His sternum was sore. He thought of telling Xiao Lin the truth that he did not have the money they needed. He would blame the glitch and cut off this anxious noose he’d tightened around his throat. Fractalling conversations played out in the string of a single noodle being slurped up. Xiao Lin’s reactions he knew them all. It made the chest pain calcify. His headache stretched down his neck and constricted his shoulders. Danival realized he let the thought of this going wrong actually made it go wrong. He tried to think of the word “manifesting” but couldn’t. That made him even more nervous.
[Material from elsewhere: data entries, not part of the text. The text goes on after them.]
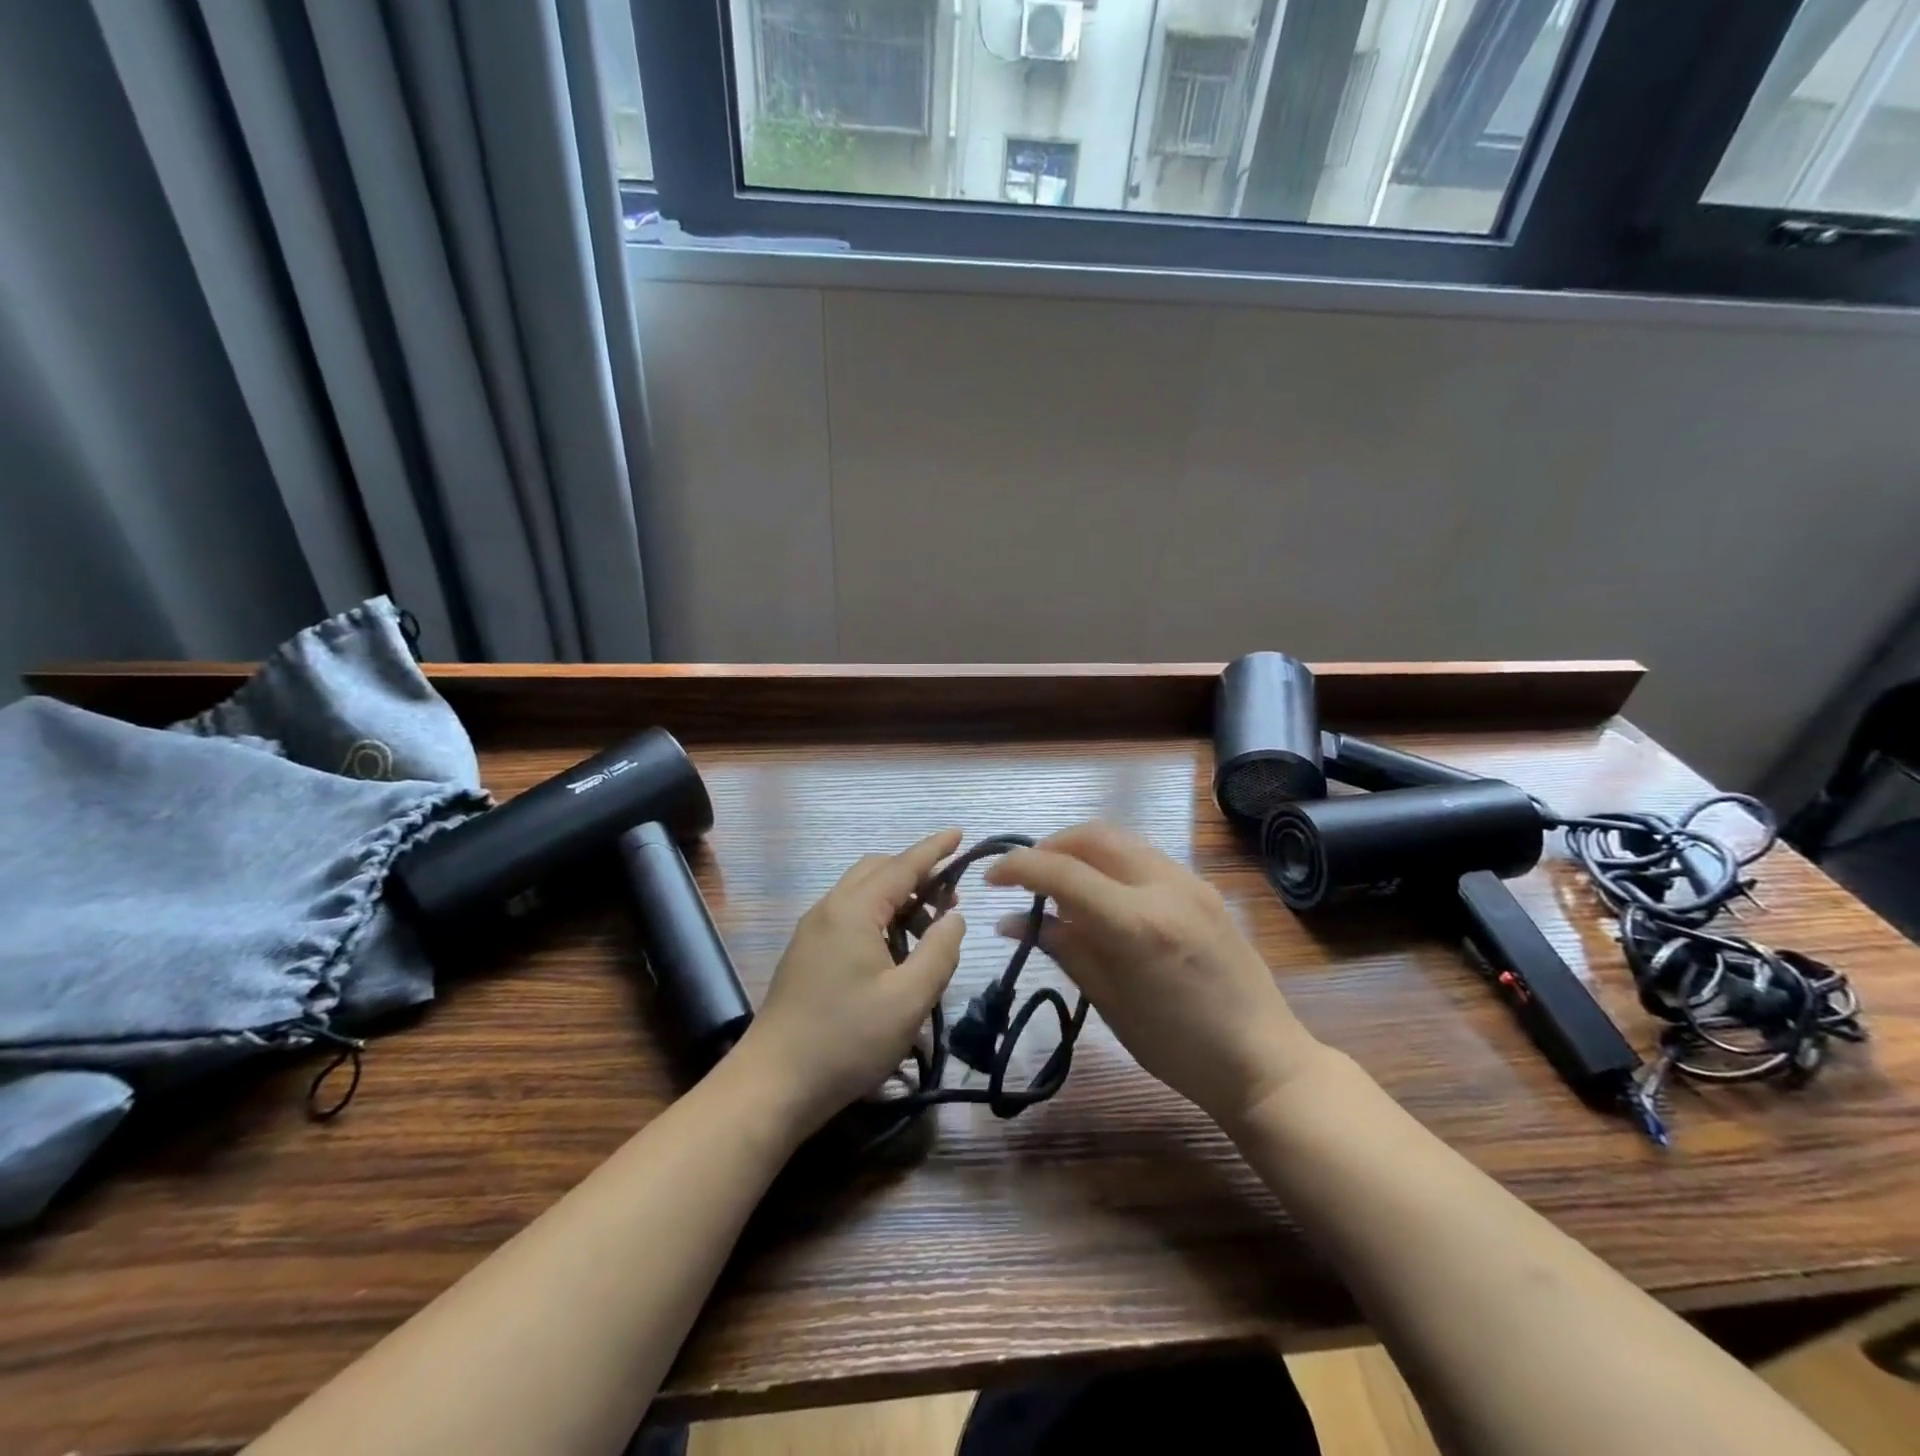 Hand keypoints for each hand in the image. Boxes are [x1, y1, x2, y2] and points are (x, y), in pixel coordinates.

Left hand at [737, 828, 966, 1133]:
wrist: (773, 1083)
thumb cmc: (847, 1039)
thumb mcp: (909, 999)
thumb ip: (940, 952)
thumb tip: (954, 917)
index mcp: (853, 910)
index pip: (902, 865)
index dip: (934, 849)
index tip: (960, 833)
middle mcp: (829, 909)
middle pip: (877, 871)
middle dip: (916, 874)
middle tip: (950, 897)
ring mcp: (812, 931)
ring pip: (862, 895)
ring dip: (898, 899)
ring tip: (928, 932)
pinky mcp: (806, 954)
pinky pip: (848, 916)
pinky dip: (878, 918)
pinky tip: (895, 952)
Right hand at [985, 822, 1321, 1128]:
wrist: (1264, 1061)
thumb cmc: (1177, 1048)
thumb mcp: (1109, 1002)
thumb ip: (1064, 948)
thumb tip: (1013, 921)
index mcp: (1137, 923)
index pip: (1063, 871)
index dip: (1018, 867)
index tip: (992, 878)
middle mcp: (1165, 886)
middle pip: (1093, 835)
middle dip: (1050, 846)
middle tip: (1025, 876)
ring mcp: (1190, 882)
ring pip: (1120, 839)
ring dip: (1081, 850)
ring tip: (1059, 883)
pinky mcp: (1204, 887)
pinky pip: (1144, 857)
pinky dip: (1111, 862)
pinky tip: (1101, 895)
He took in a clump of noodles as Xuan Ji did its post-cooking philosophy routine. The dragon head bounced as its body spasmed in mock gesticulation. Chinese New Year was soon, and Danival would spend it hiding. He’d cover his head in a thick hoodie and constantly be looking over his shoulder for some tattooed bodybuilder who walked too close. Would they break into his apartment at night, find him sleeping in his underwear, covered more in sweat than the thin blanket of his futon? They would gag him silently and pull him into an unmarked, manual vehicle. They’d strike him until he stopped resisting, then plug him with analysis devices. His organs, his bones, his circulation would score shockingly low. He’d make more revenue for them as a trafficked body than a collection of organ packs. His family would call after months of not hearing from him. His friends would note how he sometimes would slip away, like when he stopped going with them to the gym. Maybe he finally did move out of the city and start working on his degree again. Reluctantly, his sister would contact Xiao Lin, but he’d be imprisoned, too, in some deep blackmail. He would have a speech prepared: Danival and him had gotten in an argument. Rough. Almost bloody. That Danival had sworn him off, the city, the country. Yes, Xiao Lin would lie, drugs were involved. That would be the end of it.
His sister.
It took his dumb brain that long to consider Isabella An. She had a way for navigating unrelenting bureaucratic customer service systems. She once helped improve his credit score, but he ruined it again when he dropped out of university. She helped him modify the status from “drop out” to “paused credits.” She was great at this kind of stuff. Danival pulled up her contact but froze. He’d have to navigate carefully and not let her know he had gone back to RecursoTec. She had the skill to get this resolved and would do him the favor, but not if he had broken the boundaries of her moral playing field. She wouldn’t support a desperate situation he allowed himself to fall into when she had been a phone call away. She would certainly not help him buy drugs disguised as medical devices to sell during Chinese New Year.